| WORK ITEM |
Each line of the records is to be returned verbatim, with the images omitted.

| Collected data entries |
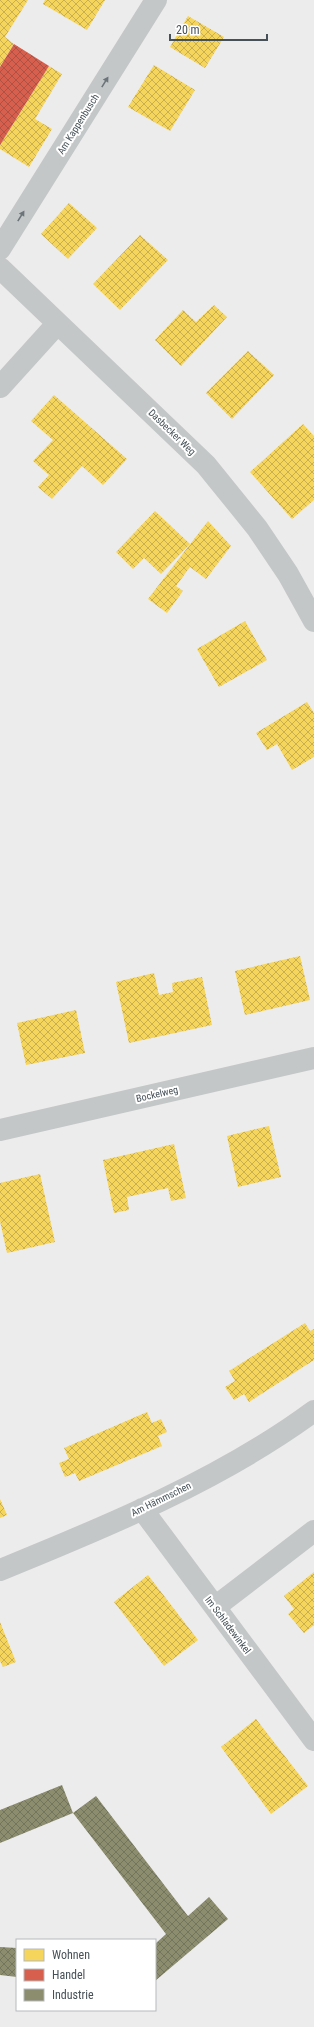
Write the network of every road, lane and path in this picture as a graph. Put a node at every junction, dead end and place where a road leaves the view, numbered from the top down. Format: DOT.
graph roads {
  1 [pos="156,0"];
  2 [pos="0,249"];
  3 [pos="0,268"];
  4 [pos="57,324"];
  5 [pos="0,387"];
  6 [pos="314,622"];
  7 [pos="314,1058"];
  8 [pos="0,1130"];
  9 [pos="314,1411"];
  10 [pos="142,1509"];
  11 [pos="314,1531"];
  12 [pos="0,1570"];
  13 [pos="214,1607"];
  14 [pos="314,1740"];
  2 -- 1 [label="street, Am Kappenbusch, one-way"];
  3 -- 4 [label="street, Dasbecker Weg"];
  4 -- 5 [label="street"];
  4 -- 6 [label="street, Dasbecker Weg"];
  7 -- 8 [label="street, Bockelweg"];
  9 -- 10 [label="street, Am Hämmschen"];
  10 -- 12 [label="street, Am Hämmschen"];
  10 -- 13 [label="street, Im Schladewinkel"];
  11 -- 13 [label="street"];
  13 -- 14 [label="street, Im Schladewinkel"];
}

| YOUR RESPONSE |
Write the network of every road, lane and path in this picture as a graph. Put a node at every junction, dead end and place where a road leaves the view, numbered from the top down. Format: DOT.
graph roads {
  1 [pos="156,0"];
  2 [pos="0,249"];
  3 [pos="0,268"];
  4 [pos="57,324"];
  5 [pos="0,387"];
  6 [pos="314,622"];
  7 [pos="314,1058"];
  8 [pos="0,1130"];
  9 [pos="314,1411"];
  10 [pos="142,1509"];
  11 [pos="314,1531"];
  12 [pos="0,1570"];
  13 [pos="214,1607"];
  14 [pos="314,1740"];
  2 -- 1 [label="street, Am Kappenbusch, one-way"];
  3 -- 4 [label="street, Dasbecker Weg"];
  4 -- 5 [label="street"];
  4 -- 6 [label="street, Dasbecker Weg"];
  7 -- 8 [label="street, Bockelweg"];
  9 -- 10 [label="street, Am Hämmschen"];
  10 -- 12 [label="street, Am Hämmschen"];
  10 -- 13 [label="street, Im Schladewinkel"];
  11 -- 13 [label="street"];
  13 -- 14 [label="street, Im Schladewinkel"];
}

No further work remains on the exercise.